With bloody arms and legs, Ukhayyad attempted to pull his torn body along the ground. The camel on the right, the stronger of the two, had ripped Ukhayyad’s thigh and arm from their sockets. His body was broken, yet Ukhayyad tried to lift his head.

The hefty man approached, sword glittering in hand. Ukhayyad asked one of them to help him — but was repulsed. He turned toward the mountain and, with a loud noise, his insides began to pour out. Another man walked over to Ukhayyad and gripped his bare head in his hands. The sword flew across the sky. As it moved, it seemed to perform its ablutions in the waters of the sky, in the cruel rays of the sun. Then it landed across his neck.

Across the twilight a sudden glow broke. The dream house of shadows was shaken by a massive earthquake. Its terrible wall began to collapse, struck by the blow of a sword of light. Only now did the invisible being of his dreams finally show itself as clear as day. It had finally become manifest in that moment when Ukhayyad could no longer tell anyone what he had seen.

Translator’s Afterword

Gold Dust takes place in a world of contrasts — desolate rock plateaus, lush oases, and far-flung pastures abounding in mythical flora and fauna, all surrounded by endless wastes traversed solely by camel herders, dervishes, and the occasional caravan. The focus of this novel is not the desert itself, but rather the lives of desert dwellers as they struggle against forces beyond their control. In an echo of Ibn Khaldun’s great treatise on human society, al-Muqaddima, time in Gold Dust moves in cycles rather than lines.
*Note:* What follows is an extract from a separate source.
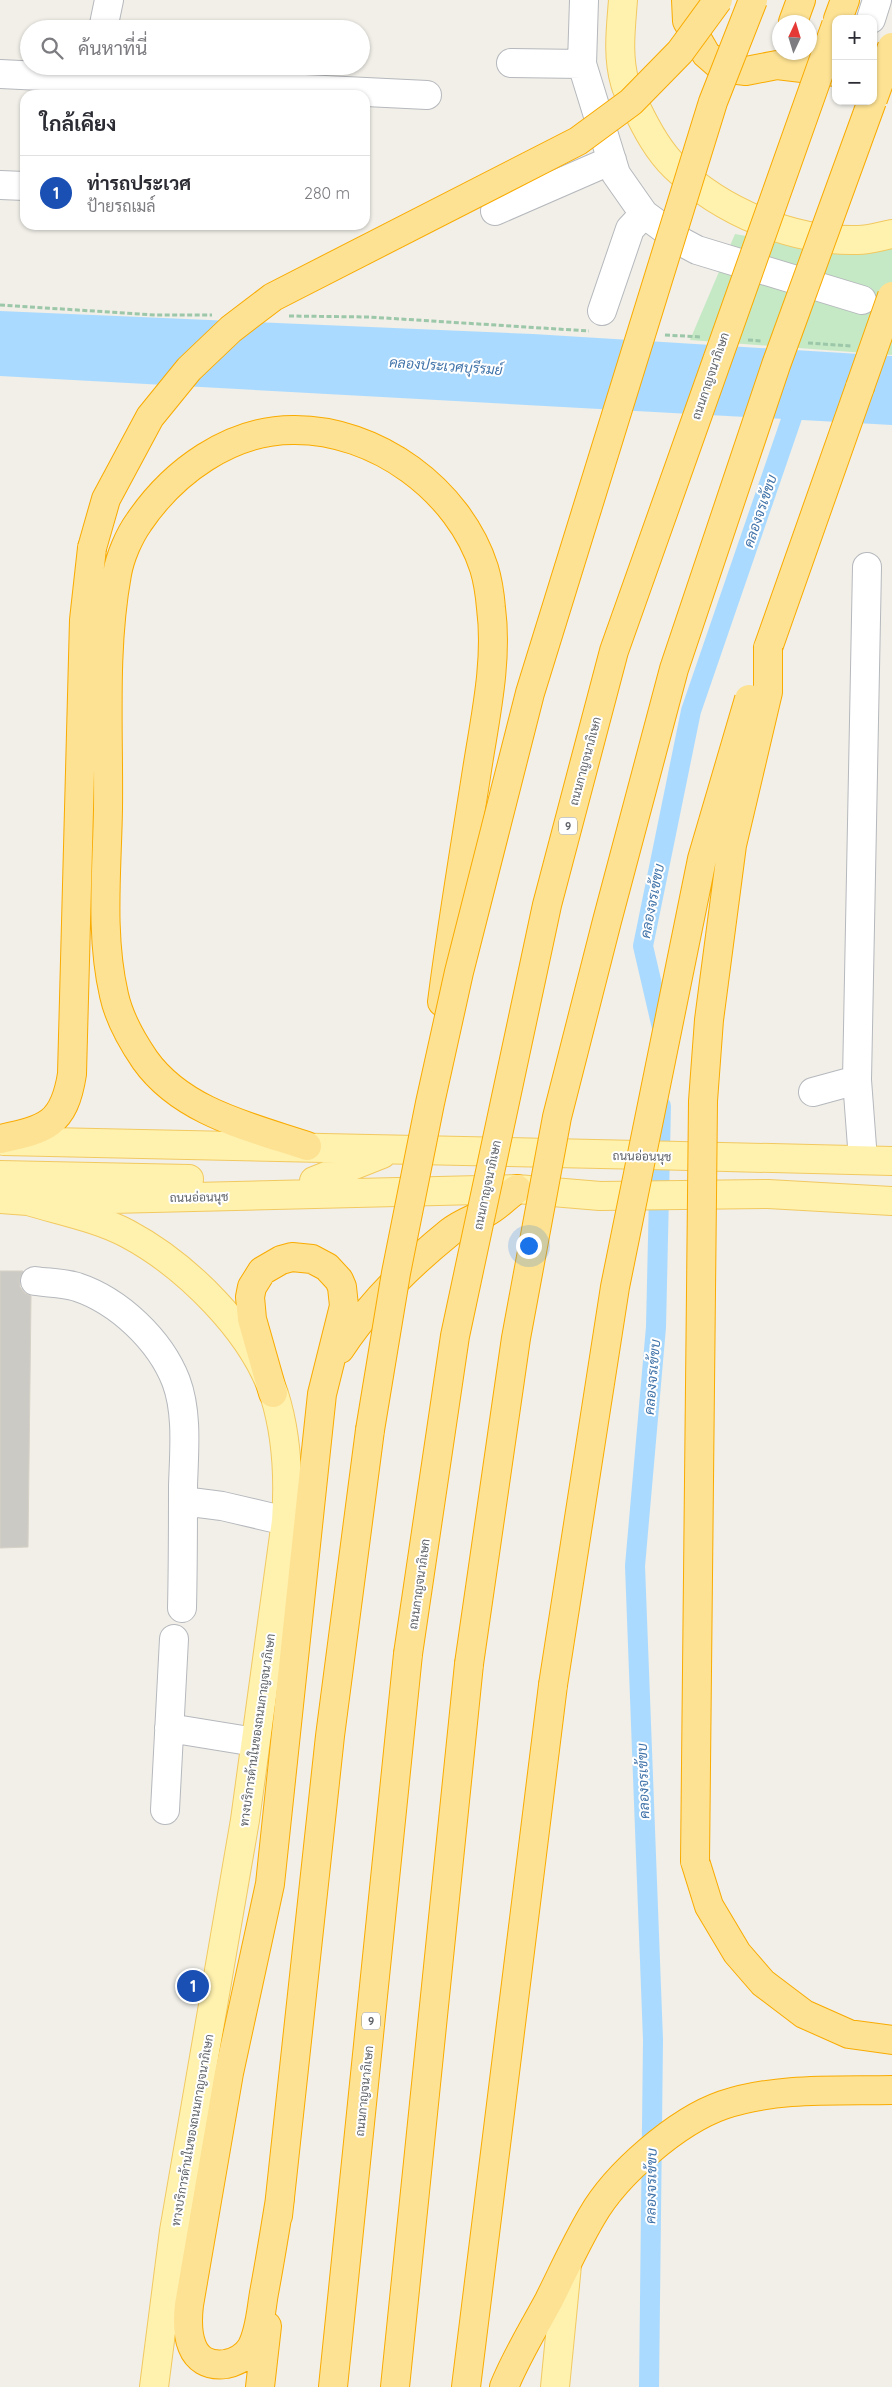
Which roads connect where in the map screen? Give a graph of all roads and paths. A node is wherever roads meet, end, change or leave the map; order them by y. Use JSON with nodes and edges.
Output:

Indeed, the desert is not timeless but seasonal — with wet seasons of abundance and flourish, followed by years of drought and hardship. Human time, too, moves in this way in the noveclass="underline" characters grow and wither, win and lose; caravans come and go, bringing with them holy men and refugees, riches, and misery. And always, in the background, there are the winds of empire that buffet the desert world, with barbaric French and Italian incursions from the north and reverberations from the rise and fall of African kingdoms to the south.

What may not be so obvious to English readers is that al-Koni’s world of nomads is not necessarily a familiar one to most Arab readers. The Arabic novel has always been dominated by stories of the city, although peasant communities of the settled agricultural lands of the Arab world have had their place in the canon as well. Aside from the work of novelists such as Abdelrahman Munif and Miral al-Tahawy, the nomadic segment of Arab society — once so economically and politically significant that it inspired Ibn Khaldun’s classic — has been largely absent from the Arab novelistic imagination.